Selahaddin E. Çakırgil
Selahaddin E. Çakırgil
Tüm Yazıları

Ortadoğu’da kanser ya da doğum sancıları

Ortadoğu’nun bugünkü sınırları, Osmanlı’nın I. Dünya Savaşı sonunda, tarih sahnesi dışına atılmasından sonra, İngiltere ve Fransa gibi o savaşın muzaffer devletlerince ve de (dönemin Amerikan Başkanı’nın adıyla anılan) ‘Wilson Prensipleri’yle devreye giren B. Amerika’ca belirlenmişti.
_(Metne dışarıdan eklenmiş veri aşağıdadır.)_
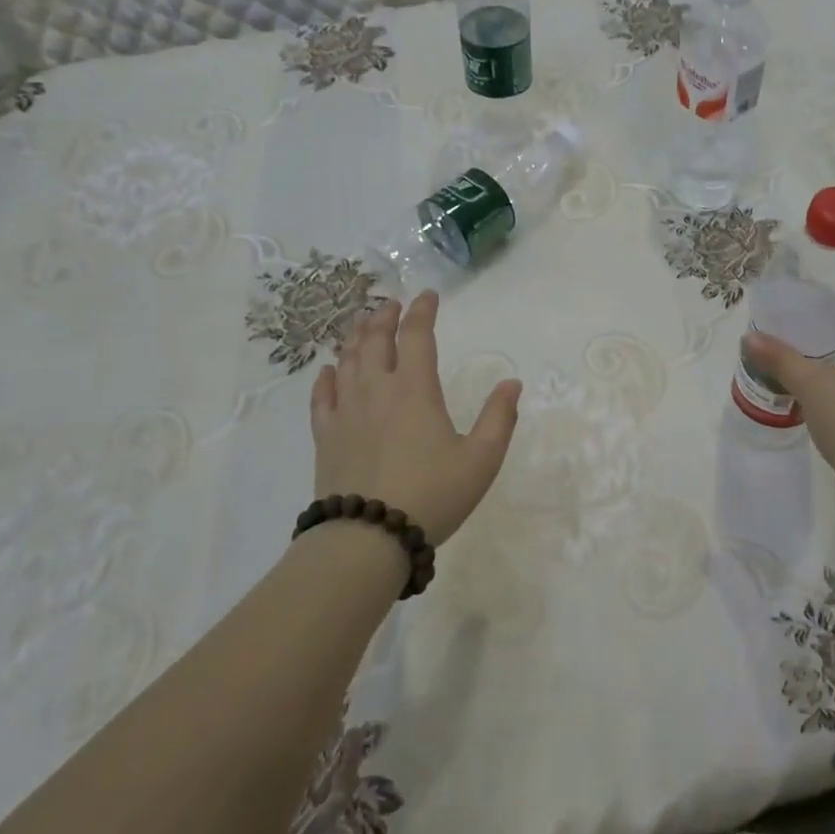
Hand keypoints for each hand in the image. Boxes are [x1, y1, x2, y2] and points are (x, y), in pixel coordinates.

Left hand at [310, 292, 521, 543]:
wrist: (369, 537)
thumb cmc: (433, 495)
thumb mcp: (481, 459)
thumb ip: (499, 418)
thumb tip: (512, 383)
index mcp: (415, 390)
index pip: (416, 336)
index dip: (422, 312)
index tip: (427, 296)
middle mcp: (377, 390)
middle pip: (376, 341)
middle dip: (385, 317)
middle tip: (391, 304)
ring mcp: (346, 412)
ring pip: (347, 362)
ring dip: (356, 337)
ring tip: (362, 324)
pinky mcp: (326, 436)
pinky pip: (322, 396)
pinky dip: (326, 377)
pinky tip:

O sınırlarda, o zamandan bugüne, fazla bir değişiklik olmadı. En büyük temel değişiklik, Filistin topraklarında, silahlı sionist yahudi çetelerine İsrail adında, yeni bir ülke hediye edilmesiyle gerçekleşti. 1948’de..

Ama o sınırlar bir türlü tutmadı.. Osmanlı hâkimiyetinde geçen 400 yıllık uzuuun bir zaman diliminde oluşan nehir yataklarının zorla değiştirilmesiyle bugünkü buhranlı döneme gelindi. Bu coğrafya bugün o eski yatağını arıyor. Bugün yaşanan sıkıntılar bu arayışın ve belki de bir doğum sancısının neticesi..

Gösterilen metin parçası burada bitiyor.